Another title that had never been performed here is Georg Friedrich Handel’s The Triumph of Time and Truth – it will be staged at the Malibran Theatre, conducted by Andrea Marcon, and directed by Saburo Teshigawara, who was awarded the Golden Lion at the last Dance Biennale. Handel got his musical education as a composer in part in Venice, and precisely, at the Malibran Theatre – or, at the time, the San Giovanni Grisostomo Theatre. His first commission was for an Agrippina, later performed in the same theatre.
The month of June 2023 will be dedicated to Wagner. It was about time to have him back, at least since our 2017 production of the Tannhäuser. Thanks to director Marci Lakomicki and conductor Markus Stenz, we will produce The Flying Dutchman. The next year, it will be Lohengrin’s turn. We believe firmly that each season at Fenice must include essential elements, with Wagner being one of them.

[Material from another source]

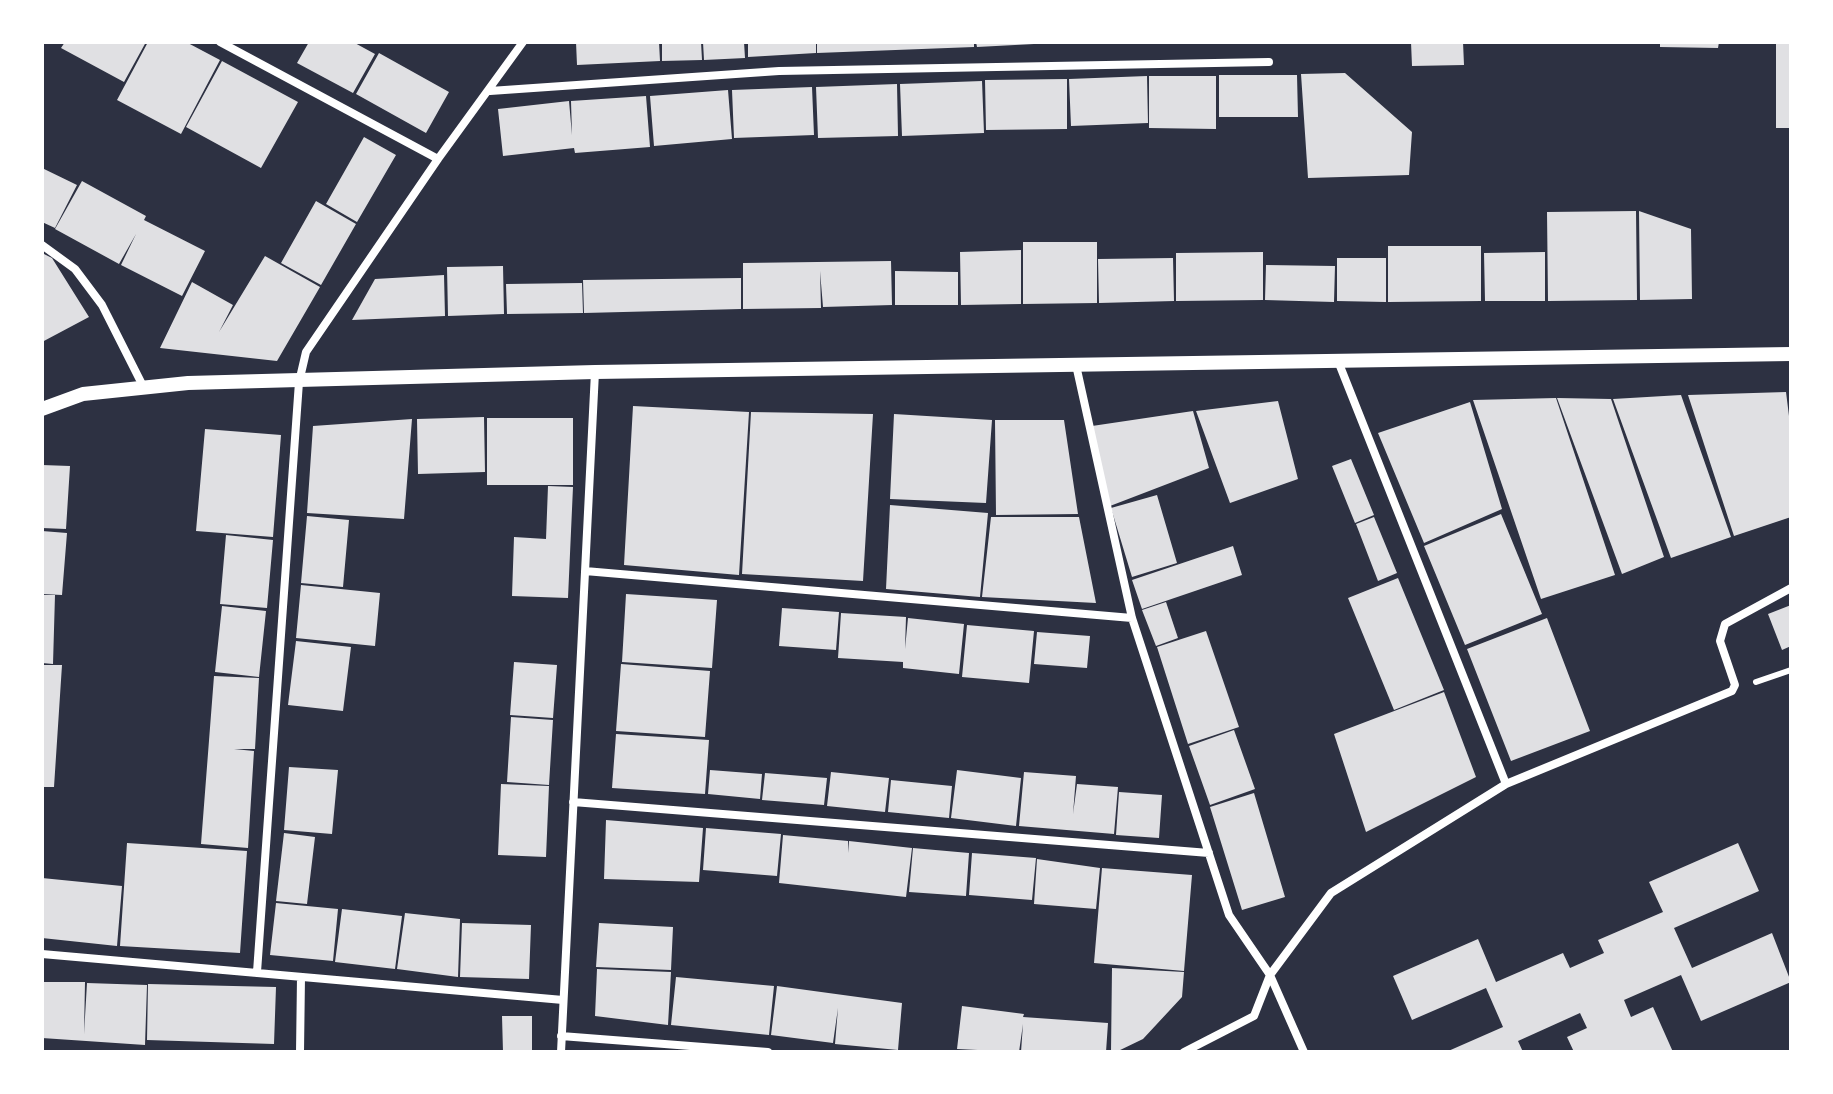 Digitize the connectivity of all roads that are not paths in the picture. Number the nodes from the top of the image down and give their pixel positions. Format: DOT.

Mascagni comes next, with the Cavalleria Rusticana, a verist masterpiece that will be staged in late August and co-produced with the Venice Academy of Fine Arts. The staging is new and original thanks to director Italo Nunziata and musical direction by Donatto Renzetti.

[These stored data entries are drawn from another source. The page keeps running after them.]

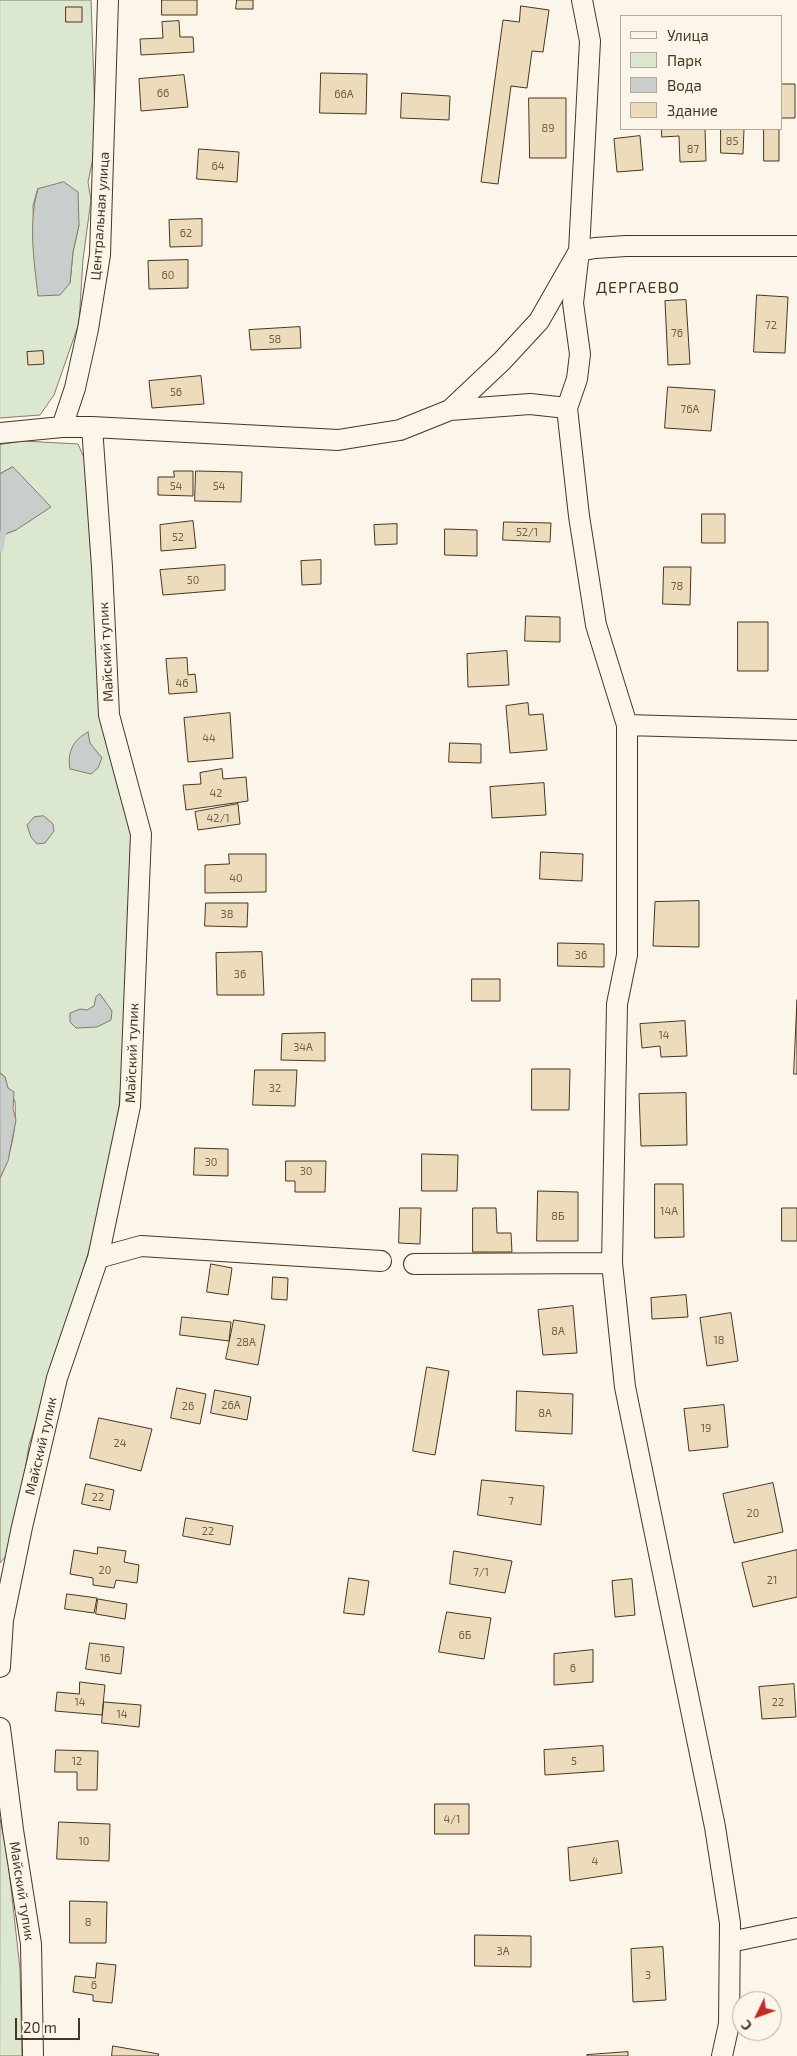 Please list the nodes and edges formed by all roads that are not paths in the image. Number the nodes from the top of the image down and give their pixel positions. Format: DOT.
graph roads {
  1 [pos="108,0"];
  2 [pos="582,0"];
  3 [pos="797,246"];
  4 [pos="579,251"];
  5 [pos="566,408"];
  6 [pos="450,410"];
  7 [pos="62,427"];
  8 [pos="92,427"];
  9 [pos="10,432"];
  10 [pos="627,725"];
  11 [pos="797,730"];
  12 [pos="98,1258"];
  13 [pos="381,1261"];
  14 [pos="612,1263"];
  15 [pos="414,1264"];
  16 [pos="0,1667"];
  17 [pos="0,1728"];
  18 [pos="797,1928"];
  19 [pos="730,1942"];
  20 [pos="33,2056"];
  21 [pos="722,2056"];
  1 -- 7 [label="street, Центральная улица"];
  2 -- 4 [label="street"];
  3 -- 4 [label="street"];
  4 -- 5 [label="street"];
  4 -- 6 [label="street"];
  5 -- 6 [label="street"];
  5 -- 10 [label="street"];
  6 -- 8 [label="street"];
  7 -- 8 [label="street"];
  7 -- 9 [label="street"];
  8 -- 12 [label="street, Майский тупик"];
  10 -- 11 [label="street"];
  10 -- 14 [label="street"];
  12 -- 13 [label="street"];
  12 -- 16 [label="street, Майский тупик"];
  14 -- 15 [label="street"];
  14 -- 19 [label="street"];
  17 -- 20 [label="street, Майский тупик"];
  18 -- 19 [label="street"];
  19 -- 21 [label="street"];
} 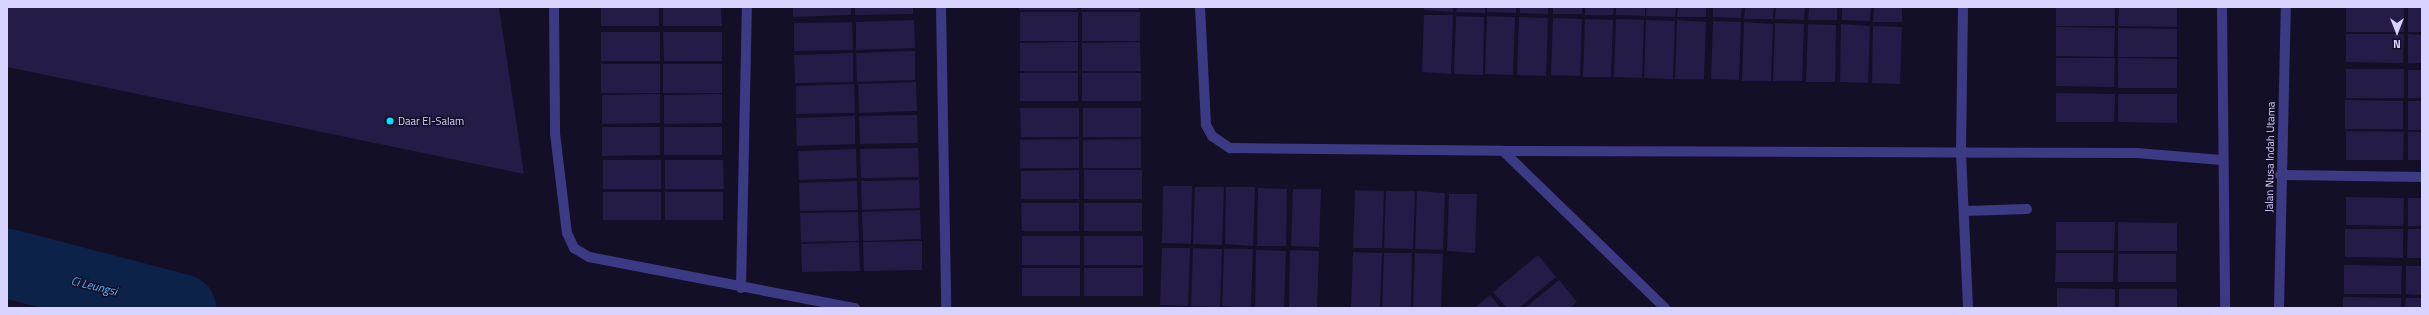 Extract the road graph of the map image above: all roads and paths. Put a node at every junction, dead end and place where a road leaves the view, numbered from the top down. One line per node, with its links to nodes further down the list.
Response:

Further on, we will work on Robert Carsen’s production of the Traviata together with the students of the Fine Arts Academy, four years after its earlier run. This will take us into the 2023-2024 season, when we will celebrate the twenty years since Fenice’s reopening after the 1996 fire.
More concerts at the Malibran Theatre: Vivaldi’s Orlando furioso conducted by Diego Fasolis. This is Malibran’s most successful production, proved also by the view count on our YouTube channel, totalling over 600,000. Closing the season, more Verdi, with I due Foscari to be staged in October 2023 by Fondazione Teatro del Maggio Musicale Fiorentino.

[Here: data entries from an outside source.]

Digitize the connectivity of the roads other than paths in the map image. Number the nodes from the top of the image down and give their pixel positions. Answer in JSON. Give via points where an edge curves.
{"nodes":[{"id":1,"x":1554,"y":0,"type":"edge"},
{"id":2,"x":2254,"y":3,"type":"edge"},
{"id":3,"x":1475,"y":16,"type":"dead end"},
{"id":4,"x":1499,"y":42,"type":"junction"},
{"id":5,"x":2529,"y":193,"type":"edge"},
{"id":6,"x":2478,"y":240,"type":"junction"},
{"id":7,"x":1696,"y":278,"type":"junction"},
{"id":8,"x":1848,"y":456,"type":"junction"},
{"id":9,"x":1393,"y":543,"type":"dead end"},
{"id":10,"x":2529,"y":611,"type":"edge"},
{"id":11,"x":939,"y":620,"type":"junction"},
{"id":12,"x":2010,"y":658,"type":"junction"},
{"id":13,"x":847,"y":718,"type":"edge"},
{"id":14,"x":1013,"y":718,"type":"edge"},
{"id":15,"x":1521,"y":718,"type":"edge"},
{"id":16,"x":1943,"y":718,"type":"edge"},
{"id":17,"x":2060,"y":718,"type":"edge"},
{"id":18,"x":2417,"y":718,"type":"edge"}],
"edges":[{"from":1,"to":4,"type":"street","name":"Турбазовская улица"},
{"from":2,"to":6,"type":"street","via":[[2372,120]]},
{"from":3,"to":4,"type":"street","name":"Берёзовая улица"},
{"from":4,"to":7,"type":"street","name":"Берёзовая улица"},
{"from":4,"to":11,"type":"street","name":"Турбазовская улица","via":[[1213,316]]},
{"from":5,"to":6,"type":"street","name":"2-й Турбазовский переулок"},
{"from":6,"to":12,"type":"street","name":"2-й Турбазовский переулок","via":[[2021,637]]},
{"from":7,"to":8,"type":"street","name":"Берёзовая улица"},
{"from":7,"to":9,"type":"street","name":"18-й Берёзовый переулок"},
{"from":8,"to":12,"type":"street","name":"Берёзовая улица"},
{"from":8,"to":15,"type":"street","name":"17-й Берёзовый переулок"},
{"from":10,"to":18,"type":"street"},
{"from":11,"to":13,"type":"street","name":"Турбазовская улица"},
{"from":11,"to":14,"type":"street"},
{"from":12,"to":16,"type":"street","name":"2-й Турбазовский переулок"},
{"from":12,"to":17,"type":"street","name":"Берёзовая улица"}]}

Completing the season are concerts of the Educational programme and other special events, like Acquaprofonda, a modern opera with original music by Giovanni Sollima on a libretto by Giancarlo De Cataldo, and chamber opera Bach Haus by Michele Dall’Ongaro, a co-production with the Benedetto Marcello Music Conservatory of Venice

 

On to symphony…
Our programme lists great homecoming events, like that of maestros Myung-Whun Chung and Charles Dutoit, who will bring to the Fenice his masterful interpretations of Ravel and Debussy. We will welcome Tom Koopman, too, with music by Bach and Mendelssohn, and pieces never played at Fenice before, like Fauré’s Requiem, which will be conducted by Jonathan Darlington in February 2023, or Gustav Holst’s The Planets op. 32, conducted by Dennis Russel Davies in October 2023.
On Good Friday next year, April 7, Maestro Chung will preside over a Mozart performance, while in May, we will have Robert Trevino and his classics programme with Beethoven and Strauss. The latter concert will have the usual double night programme, plus a third one, dedicated to an audience strictly under 35, at a reduced price of only ten euro. Young audiences exist, and I prefer not to call them ‘the audience of tomorrow’ – they are the audience of today, and we must address their preferences. They want to go to theatre, and we must support this social, as well as cultural, urgency.

The Fenice beyond Venice
We will most likely participate in the 2023 Italian Cultural Capital programme in Bergamo and Brescia and we will take the Ernani to the Budapest Festival. We will also produce shows in the Metro Venice area – over the last three years, there have been over 300. We work with schools, too, whose classes may watch dress rehearsals together with their teachers and our educators. There’s a programme for younger children every Saturday and Sunday, where they are encouraged to touch and play with musical instruments and familiarize with the characters of famous operas. We are the theatre of Venice, and we take pride in this role. We love our international and local audiences and work every day on being the place where a show that last a few hours can turn into memories that last a lifetime.